### [Records supplied]
•••

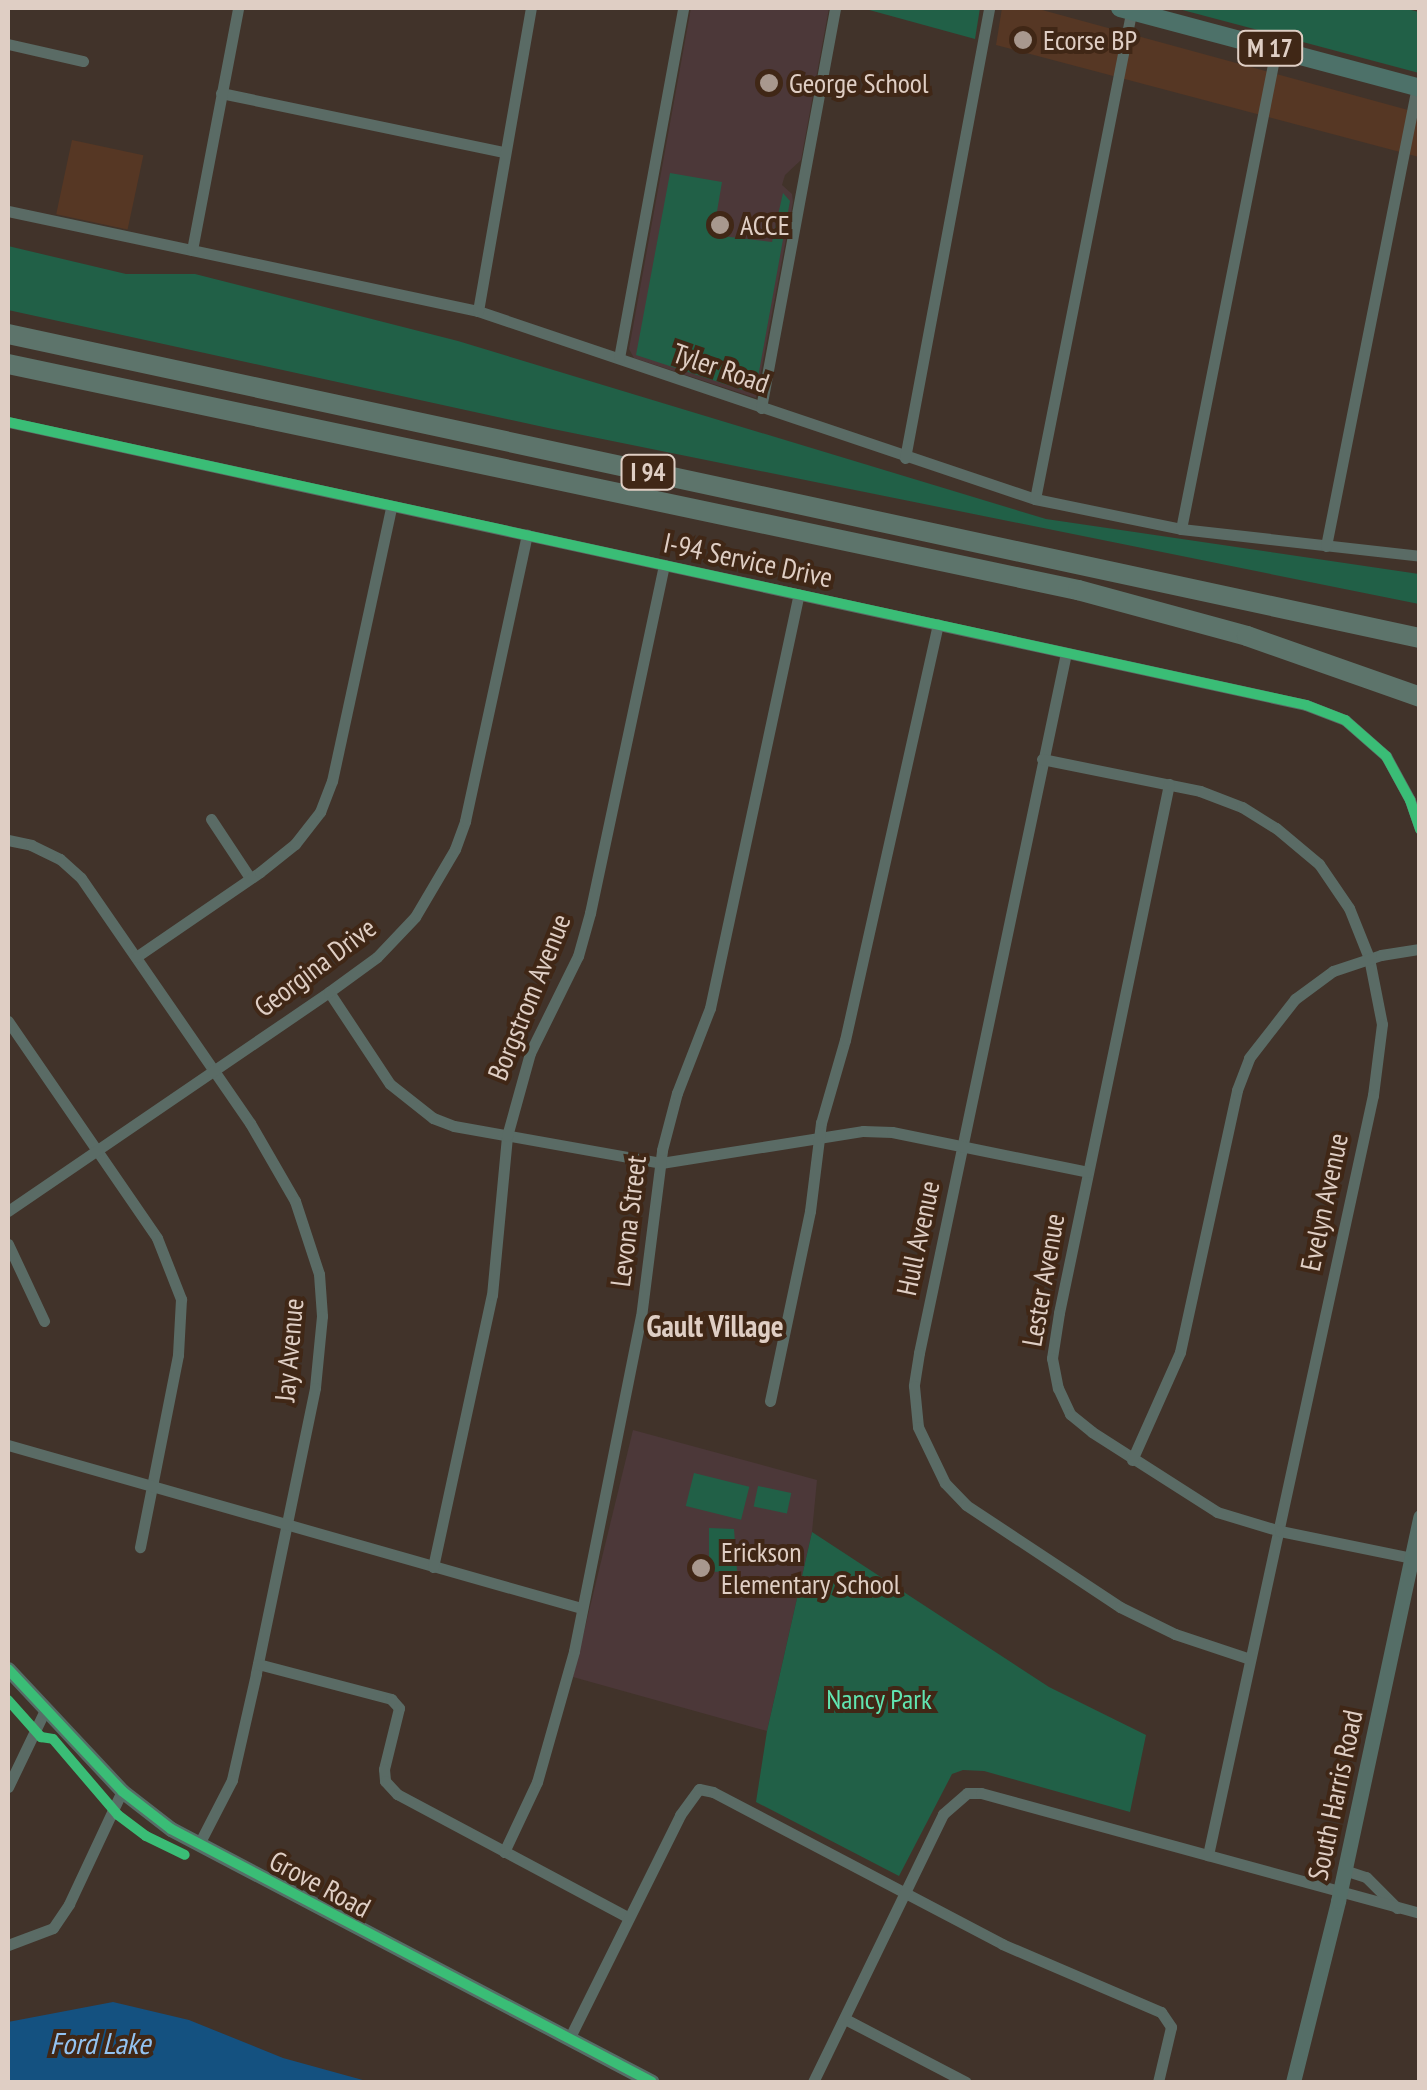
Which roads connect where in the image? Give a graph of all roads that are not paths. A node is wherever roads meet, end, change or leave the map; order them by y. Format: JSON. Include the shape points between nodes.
{"nodes":[{"id":1,"x":238,"y":8,"type":"edge"},
{"id":2,"x":531,"y":8,"type":"edge"},
{"id":3,"x":683,"y":8,"type":"edge"},
{"id":4,"x":835,"y":8,"type":"edge"},
{"id":5,"x":989,"y":8,"type":"edge"},
{"id":6,"x":1128,"y":8,"type":"edge"},
{"id":7,"x":8,"y":44,"type":"edge"},
{"id":8,"x":1276,"y":50,"type":"junction"},
{"id":9,"x":83,"y":61,"type":"dead end"},
{"id":10,"x":1418,"y":88,"type":"edge"},
{"id":11,"x":221,"y":92,"type":"junction"},
{"id":12,"x":504,"y":152,"type":"junction"},
{"id":13,"x":8,"y":211,"type":"edge"},
{"id":14,"x":192,"y":250,"type":"junction"},
{"id":15,"x":478,"y":311,"type":"junction"},
{"id":16,"x":8,"y":334,"type":"edge"},
{"id":17,"x":619,"y":358,"type":"junction"},
{"id":18,"x":8,"y":364,"type":"edge"},
{"id":19,"x":761,"y":408,"type":"junction"},
{"id":20,"x":8,"y":422,"type":"edge"},
{"id":21,"x":906,"y":458,"type":"junction"},
{"id":22,"x":1036,"y":499,"type":"junction"},
{"id":23,"x":391,"y":507,"type":"junction"},
{"id":24,"x":1181,"y":529,"type":"junction"},
{"id":25,"x":527,"y":536,"type":"junction"},
{"id":26,"x":1326,"y":546,"type":"junction"},
{"id":27,"x":1420,"y":556,"type":"edge"},
{"id":28,"x":664,"y":565,"type":"junction"},
{"id":29,"x":799,"y":594,"type":"junction"},
{"id":30,"x":938,"y":624,"type":"junction"},
{"id":31,"x":1420,"y":638,"type":"edge"},
{"id":32,"x":1066,"y":653,"type":"junction"},
{"id":33,"x":1356,"y":674,"type":"junction"},
{"id":34,"x":1420,"y":684,"type":"edge"},
{"id":35,"x":1420,"y":697,"type":"edge"},
{"id":36,"x":1042,"y":759,"type":"junction"},
{"id":37,"x":1169,"y":784,"type":"junction"},
{"id":38,"x":211,"y":819,"type":"dead end"},
{"id":39,"x":1420,"y":829,"type":"edge"},
{"id":40,"x":8,"y":840,"type":"edge"},
{"id":41,"x":250,"y":878,"type":"junction"},
{"id":42,"x":1420,"y":950,"type":"edge"},
{"id":43,"x":136,"y":956,"type":"junction"},
{"id":44,"x":1368,"y":958,"type":"junction"},
{"id":45,"x":329,"y":992,"type":"junction"},
{"id":46,"x":8,"y":1020,"type":"edge"},
{"id":47,"x":214,"y":1071,"type":"junction"},
{"id":48,"x":507,"y":1136,"type":"junction"},
{"id":49,"x":819,"y":1137,"type":"junction"},
{"id":50,"x":962,"y":1147,"type":"junction"},
{"id":51,"x":99,"y":1150,"type":"junction"},
{"id":52,"x":661,"y":1163,"type":"junction"},
{"id":53,"x":1088,"y":1172,"type":"junction"},
{"id":54,"x":8,"y":1210,"type":"edge"},
{"id":55,"x":8,"y":1244,"type":"edge"},
{"id":56,"x":44,"y":1321,"type":"dead end"},
{"id":57,"x":770,"y":1401,"type":"dead end"},
{"id":58,"x":8,"y":1445,"type":"edge"},
{"id":59,"x":1132,"y":1460,"type":"junction"},
{"id":60,"x":153,"y":1488,"type":"junction"},
{"id":61,"x":1420,"y":1517,"type":"edge"},
{"id":62,"x":286,"y":1526,"type":"junction"},
{"id":63,"x":1280,"y":1531,"type":"junction"},
{"id":64,"x":140,"y":1547,"type":"dead end"},
{"id":65,"x":1411,"y":1558,"type":"junction"},
{"id":66,"x":432,"y":1567,"type":"junction"},
{"id":67,"x":580,"y":1608,"type":"junction"},
{"id":68,"x":1250,"y":1658,"type":"junction"},
{"id":69,"x":258,"y":1664,"type":"junction"},
{"id":70,"x":8,"y":1669,"type":"edge"},
{"id":71,"x":45,"y":1710,"type":"junction"},
{"id":72,"x":8,"y":1788,"type":"edge"},
{"id":73,"x":122,"y":1791,"type":"junction"},
{"id":74,"x":199,"y":1844,"type":"junction"},
{"id":75,"x":504,"y":1852,"type":"junction"},
{"id":76,"x":1208,"y":1855,"type":"junction"},
{"id":77,"x":1344,"y":1870,"type":"junction"},
{"id":78,"x":1340,"y":1892,"type":"junction"},
{"id":79,"x":906,"y":1894,"type":"junction"},
{"id":80,"x":1397,"y":1908,"type":"junction"},
{"id":81,"x":1420,"y":1913,"type":"edge"},
{"id":82,"x":628,"y":1917,"type":"junction"},
{"id":83,"x":8,"y":1945,"type":"edge"},
{"id":84,"x":845,"y":2019,"type":"junction"},
{"id":85,"x":569,"y":2039,"type":"junction"},
{"id":86,"x":652,"y":2082,"type":"edge"},
{"id":87,"x":814,"y":2082,"type":"edge"},
{"id":88,"x":966,"y":2082,"type":"edge"},
{"id":89,"x":1158,"y":2082,"type":"edge"},
{"id":90,"x":1293,"y":2082,"type":"edge"}],
"edges":[{"from":1,"to":11,"type":"street"},
{"from":2,"to":12,"type":"street"},
{"from":3,"to":17,"type":"street"},
{"from":4,"to":19,"type":"street"},
{"from":5,"to":21,"type":"street"},
{"from":6,"to":8,"type":"main road","number":"M 17"},
{"from":6,"to":22,"type":"street"},
{"from":7,"to":9,"type":"street"},
{"from":8,"to":10,"type":"main road","number":"M 17"},
{"from":8,"to":24,"type":"street"},
{"from":10,"to":26,"type":"street"},
{"from":11,"to":12,"type":"street"},
{"from":11,"to":14,"type":"street"},
{"from":12,"to":15,"type":"street"},
{"from":13,"to":14,"type":"street","name":"Tyler Road"},
{"from":14,"to":15,"type":"street","name":"Tyler Road"},
{"from":15,"to":17,"type":"street","name":"Tyler Road"},
{"from":16,"to":31,"type":"highway","number":"I 94"},
{"from":17,"to":19,"type":"street","name":"Tyler Road"},
{"from":18,"to":33,"type":"highway","number":"I 94","via":[[1078,590],[1210,624]]},
{"from":19,"to":21,"type":"street","name":"Tyler Road"},
{"from":20,"to":23,"type":"street","name":"I-94 Service Drive"},
{"from":21,"to":22,"type":"street","name":"Tyler Road"},
{"from":22,"to":24,"type":"street","name":"Tyler Road"},
{"from":23,"to":25,"type":"street","name":"I-94 Service Drive"},
{"from":23,"to":41,"type":"street","via":[[320,812],[294,844]]},
{"from":24,"to":26,"type":"street","name":"Tyler Road"},
{"from":25,"to":28,"type":"street","name":"I-94 Service Drive"},
{"from":25,"to":45,"type":"street","name":"Georgina Drive","via":[[474,792],[455,850],[415,917],[377,958]]},
{"from":26,"to":27,"type":"street","name":"Tyler Road"},
{"from":28,"to":29,"type":"street","name":"I-94 Service Drive"},
{"from":28,"to":48,"type":"street","name":"Borgstrom Avenue","via":[[590,913],[578,956],[530,1053]]},
{"from":29,"to":30,"type":"street","name":"I-94 Service Drive"},
{"from":29,"to":52,"type":"street","name":"Levona Street","via":[[710,1008],[677,1093]]},
{"from":30,"to":32,"type":"street","name":"I-94 Service Drive"},
{"from":30,"to":49,"type":"street"},
{"from":32,"to":36,"type":"street","name":"Hull Avenue"},
{"from":32,"to":39,"type":"street","name":"I-94 Service Drive","via":[[1274,697],[1345,720],[1386,756]]},
{"from":33,"to":34,"type":"highway"},
{"from":33,"to":35,"type":"highway","number":"I 94"},
{"from":36,"to":37,"type":"street","name":"Evelyn Avenue"},
{"from":36,"to":50,"type":"street","name":"Hull Avenue"},
{"from":37,"to":44,"type":"street","name":"Evelyn Avenue","via":[[1242,807],[1318,864],[1349,908]]},
{"from":37,"to":53,"type":"street","name":"Lester Avenue"},
{"from":38,"to":41,"type":"street"},
{"from":40,"to":43,"type":"street","name":"Jay Avenue","via":[[60,858]]},
{"from":41,"to":43,"type":"street"},
{"from":42,"to":44,"type":"street"},
{"from":43,"to":47,"type":"street","name":"Jay Avenue"},
{"from":44,"to":59,"type":"street","via":[[1333,970],[1295,999],[1249,1058],[1180,1352]]},
{"from":44,"to":63,"type":"street","name":"Evelyn Avenue","via":[[1382,1024],[1379,1058]]},
{"from":45,"to":47,"type":"street","name":"Georgina Drive"},
{"from":45,"to":48,"type":"street","via":[[390,1084],[411,1104],[444,1122]]},
{"from":46,"to":51,"type":"street"},
{"from":47,"to":51,"type":"street","name":"Georgina Drive"},
{"from":47,"to":62,"type":"street","name":"Jay Avenue","via":[[295,1200],[319,1274],[315,1388]]},
{"from":48,"to":52,"type":"street"},
{"from":48,"to":66,"type":"street","name":"Borgstrom Avenue","via":[[492,1294]]},
{"from":49,"to":50,"type":"street","via":[[892,1132]]},
{"from":49,"to":52,"type":"street"},
{"from":49,"to":57,"type":"street"},
{"from":50,"to":53,"type":"street"},
{"from":50,"to":68,"type":"street","name":"Hull Avenue","via":[[914,1386],[930,1458],[966,1505],[1120,1608]]},
{"from":51,"to":54,"type":"street","name":"Georgina Drive"},
{"from":51,"to":60,"type":"street","via":[[157,1238],[182,1299]]},
{"from":52,"to":67,"type":"street","name":"Levona Street","via":[[640,1317]]},
{"from":53,"to":59,"type":"street","name":"Lester Avenue","via":[[1052,1358],[1070,1414]]},
{"from":55,"to":56,"type":"street"},
{"from":58,"to":60,"type":"street"},
{"from":59,"to":63,"type":"street","name":"Lester Avenue","via":[[1216,1512]]},
{"from":60,"to":62,"type":"street"},
{"from":60,"to":64,"type":"street"},
{"from":61,"to":65,"type":"main road","name":"South Harris Road"},
{"from":62,"to":66,"type":"street"},
{"from":62,"to":69,"type":"street","name":"Jay Avenue"},
{"from":63,"to":65,"type":"street","name":"Lester Avenue"},
{"from":63,"to":68,"type":"street","name":"Evelyn Avenue"},
{"from":65,"to":77,"type":"main road","name":"South Harris Road"},
{"from":66,"to":67,"type":"street"},
{"from":67,"to":75,"type":"street","name":"Levona Street","via":[[562,1699],[536,1782]]},
{"from":68,"to":76,"type":"street","name":"Evelyn Avenue"},
{"from":69,"to":74,"type":"street","name":"Jay Avenue","via":[[232,1780]]},
{"from":69,"to":75,"type":"street","via":[[391,1699],[399,1708],[386,1782],[418,1808]]},
{"from":70,"to":71,"type":"main road","name":"Grove Road"},
{"from":71,"to":72,"type":"street"},
{"from":71,"to":73,"type":"main road","name":"Grove Road"},
{"from":73,"to":74,"type":"main road","name":"Grove Road"},
{"from":73,"to":83,"type":"street","via":[[70,1904],[52,1928]]},
{"from":74,"to":85,"type":"main road","name":"Grove Road"},
{"from":75,"to":82,"type":"street"},
{"from":76,"to":78,"type":"street"},
{"from":76,"to":79,"type":"street","via":[[967,1793],[943,1814]]},
{"from":77,"to":78,"type":"main road","name":"South Harris Road"},
{"from":77,"to":80,"type":"street","via":[[1366,1877]]},
{"from":78,"to":80,"type":"street"},
{"from":78,"to":90,"type":"main road","name":"South Harris Road"},
{"from":79,"to":82,"type":"street","via":[[698,1789]]},
{"from":79,"to":84,"type":"street"},
{"from":79,"to":89,"type":"street","via":[[1002,1944],[1161,2012],[1170,2027]]},
{"from":80,"to":81,"type":"street"},
{"from":82,"to":85,"type":"street"},
{"from":84,"to":87,"type":"street"},
{"from":84,"to":88,"type":"street"},
{"from":85,"to":86,"type":"main road","name":"Grove Road"}]}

•••

### [Required work]
Copy every line of the listing that contains the word "highway".

### [Output of the exercise]
{"from":16,"to":31,"type":"highway","number":"I 94"},
{"from":18,"to":33,"type":"highway","number":"I 94","via":[[1078,590],[1210,624]]},
{"from":33,"to":34,"type":"highway"},
{"from":33,"to":35,"type":"highway","number":"I 94"},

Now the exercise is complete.